For all the brilliant scientific humor Gary Larson delivered during his 15 years writing and drawing The Far Side, sometimes, the punchline really isn’t any less stupid than “cow tools.”
Larson regularly published The Far Side in newspapers across the country from December 31, 1979 to January 1, 1995, so, given that the beloved comic strip’s entire original syndication occurred well before the invention of Wikipedia in 2001, you’d have to think that there were more than a few Far Side strips that went over the heads of fans who didn’t have as deep an understanding of evolutionary biology as Far Side’s creator. As such, when a particularly esoteric strip hit the funny pages, those head-scratching readers would call in to Chronicle Features or whichever other newspaper published Far Side at the time and demand an explanation.
In 1982, one Far Side panel was so preposterously incoherent and inaccessible that Far Side fans overwhelmed both Chronicle Features and Larson himself with follow-up questions, prompting Larson to publish an incredibly unusual press release explaining the joke — as little as there was to explain.
Larson, whose life’s work was largely centered around the animal kingdom and its interesting inhabitants, famously had a fixation on our bovine brethren and their unique lot in life. “I’ve always thought the word cow was funny, and cows are sort of tragic figures. Cows blur the line between tragedy and humor,” Larson once pondered when asked about his cow obsession.
That philosophical rumination (moomination?) on the common dairy cow is, somehow, more coherent and clear than the above comic strip, published in October 1982. Assuming that there was some hidden meaning that only the scientifically educated could glean from the strip, as was usually the case with confusing Far Side comics, fans flooded Chronicle Features with questions about “Cow Tools” upon the panel’s release — one general manager at the newspaper would later say of the reaction to Larson’s strip, “The phone never stopped ringing for two days.”

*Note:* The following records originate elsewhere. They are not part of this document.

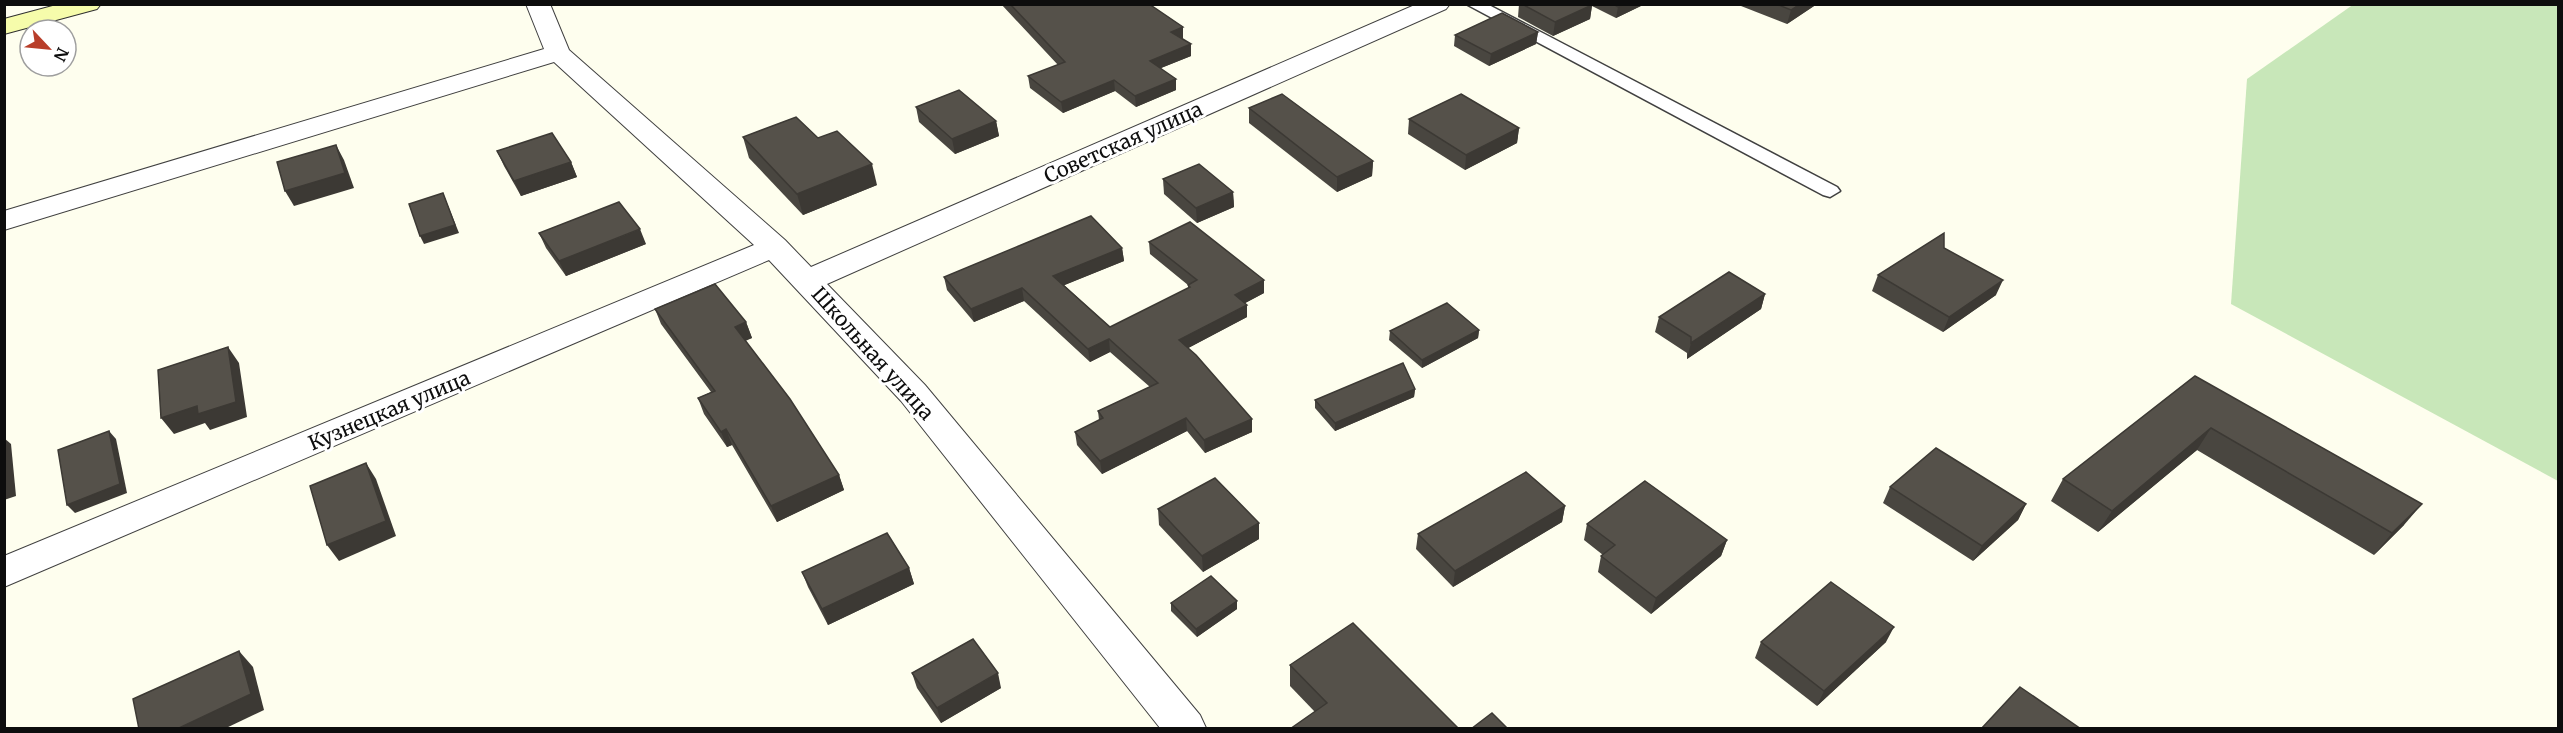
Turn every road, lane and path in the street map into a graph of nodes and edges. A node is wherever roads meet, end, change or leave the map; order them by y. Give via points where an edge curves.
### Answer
1 (89, 4) edge
2 (538, 4) edge
3 (1438, 4) edge
4 (1474, 4) edge
5 (4, 27) edge
6 (558, 53) junction
7 (1830, 190) dead end
8 (4, 221) edge
9 (774, 247) junction
10 (808, 280) junction
11 (4, 572) edge
12 (1185, 729) edge

1 - 5 street
2 - 6 street, Школьная улица
3 - 10 street, Советская улица
4 - 7 lane
6 - 8 street
6 - 9 street, Школьная улица
9 - 10 street, Школьная улица
9 - 11 street, Кузнецкая улица
10 - 12 street, Школьная улица via 913,393

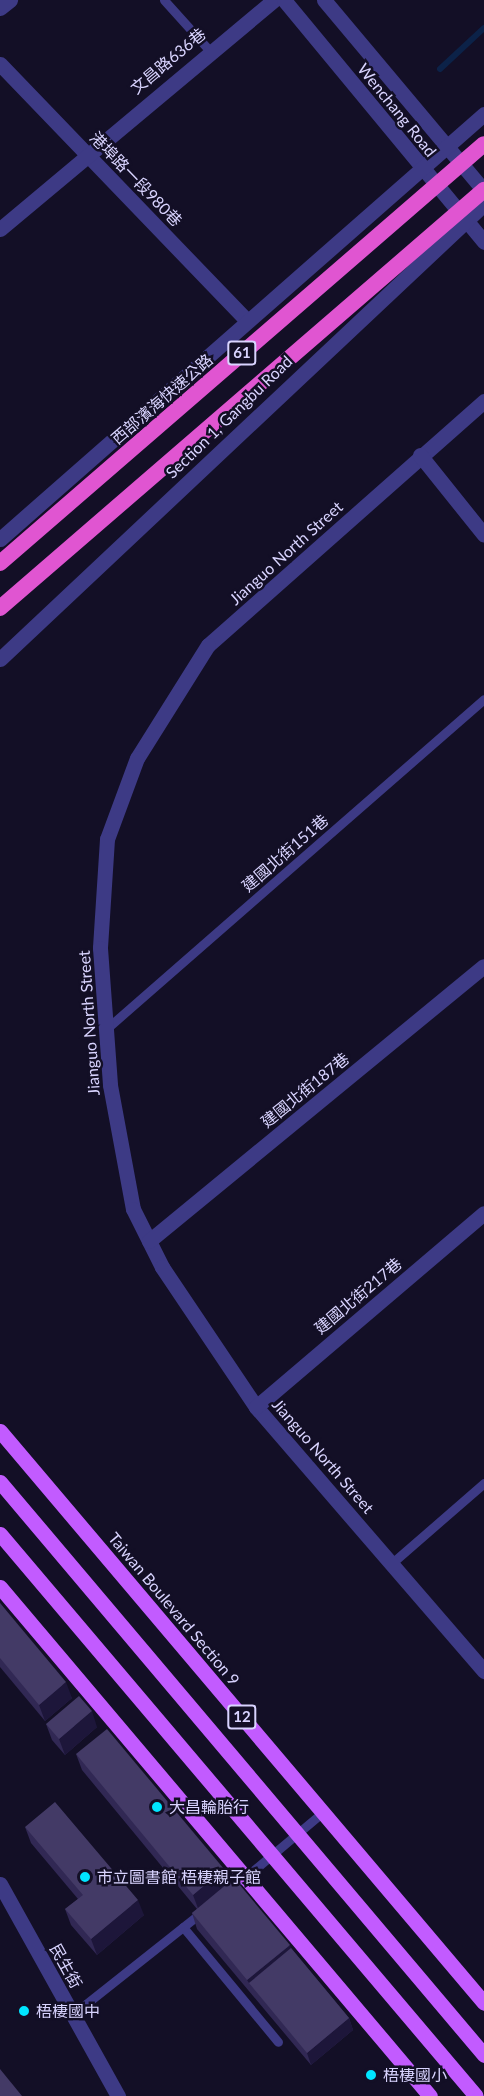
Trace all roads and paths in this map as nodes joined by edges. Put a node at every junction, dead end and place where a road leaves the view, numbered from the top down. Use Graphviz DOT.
graph roads {
  1 [pos="10,0"];
  2 [pos="164,0"];
  3 [pos="274,0"];
  4 [pos="285,0"];
  5 [pos="324,0"];
  6 [pos="0,9"];
  7 [pos="209,50"];
  8 [pos="0,64"];
  9 [pos="484,114"];
  10 [pos="484,144"];
  11 [pos="446,147"];
  12 [pos="87,152"];
  13 [pos="420,166"];
  14 [pos="484,190"];
  15 [pos="484,204"];
  16 [pos="463,219"];
  17 [pos="0,229"];
  18 [pos="484,242"];
  19 [pos="245,319"];
  20 [pos="484,402"];
  21 [pos="420,455"];
  22 [pos="484,535"];
  23 [pos="0,539"];
  24 [pos="0,563"];
  25 [pos="0,608"];
  26 [pos="0,659"];
  27 [pos="484,699"];
  28 [pos="484,966"];
  29 [pos="105,1030"];
  30 [pos="484,1213"];
  31 [pos="149,1241"];
  32 [pos="256,1407"];
  33 [pos="0,1431"];
  34 [pos="0,1482"];
  35 [pos="484,1484"];
  36 [pos="0,1534"];
  37 [pos="392,1563"];
  38 [pos="0,1587"];
  39 [pos="484,1671"];
  40 [pos="323,1812"];
  41 [pos="297,1834"];
  42 [pos="272,1855"];
  43 [pos="241,1881"];
  44 [pos="0,1884"];
  45 [pos="210,1906"];
  46 [pos="183,1926"];
  47 [pos="484,2003"];
  48 [pos="72,2015"];
  49 [pos="278,2042"];
  50 [pos="484,2055"];
  51 [pos="118,2096"];
  52 [pos="430,2096"];
  53 [pos="476,2096"];
  1 -- 6 [label="street"];
  2 -- 7 [label="lane"];
  3 -- 7 [label="street, 文昌路636巷"];
  4 -- 13 [label="street, Wenchang Road"];
  5 -- 11 [label="street, Wenchang Road"];
  7 -- 12 [label="street, 文昌路636巷"];
  8 -- 12 [label="street, 港埠路一段980巷"];
  9 -- 11 [label="street"];
  10 -- 24 [label="highway, 西部濱海快速公路 / 61, bridge"];
  11 -- 13 [label="street"];
  11 -- 14 [label="street, Wenchang Road"];
  12 -- 17 [label="street, 文昌路636巷"];
  12 -- 19 [label="street, 港埠路一段980巷"];
  13 -- 16 [label="street, Wenchang Road"];
  13 -- 19 [label="street"];
  14 -- 25 [label="highway, 61, bridge"];
  15 -- 16 [label="street, Section 1, Gangbu Road"];
  16 -- 18 [label="street, Wenchang Road"];
  16 -- 26 [label="street, Section 1, Gangbu Road"];
  19 -- 23 [label="street"];
  20 -- 21 [label="street, Jianguo North Street"];
  21 -- 22 [label="street"];
  21 -- 29 [label="street, Jianguo North Street"];
  27 -- 29 [label="lane, 建國北街151巷"];
  28 -- 31 [label="street, 建國北街187巷"];
  29 -- 31 [label="street, Jianguo North Street"];
  30 -- 32 [label="street, 建國北街217巷"];
  31 -- 32 [label="street, Jianguo North Street"];
  32 -- 37 [label="street, Jianguo North Street"];
  33 -- 40 [label="main road, Taiwan Boulevard Section 9 / 12"];
  34 -- 41 [label="main road, 12"];
  35 -- 37 [label="lane"];
  36 -- 42 [label="main road"];
  37 -- 39 [label="street, Jianguo North Street"];
  38 -- 43 [label="main road"];
  40 -- 41 [label="lane"];
  40 -- 47 [label="main road, Taiwan Boulevard Section 9 / 12"];
  41 -- 42 [label="lane"];
  41 -- 50 [label="main road, 12"];
  42 -- 43 [label="lane"];
  42 -- 53 [label="main road"];
  43 -- 52 [label="main road"];
  44 -- 48 [label="street, 民生街"];
  45 -- 46 [label="lane"];
  46 -- 48 [label="lane"];
  46 -- 49 [label="lane"];
  48 -- 51 [label="street, 民生街"];
}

As Larson himself became overwhelmed with fan mail hoping to find some secret message in “Cow Tools,” he resolved to clear the air with a press release later that month, writing, “The cartoon was intended to be an exercise in silliness. While I have never met a cow who could make tools, I felt sure that if I did, they (the tools) would lack something in sophistication and resemble the sorry specimens shown in this cartoon. I regret that my fondness for cows, combined with an overactive imagination, may have carried me beyond what is comprehensible to the average Far Side reader.”
Today, “Cow Tools” is a meme among the still-active and online Far Side fan community, as is the explosive and confused reaction to the non-joke of the panel. As for the proper interpretation of “Cow Tools,” the question of, “But what does it mean?” is positively moo(t).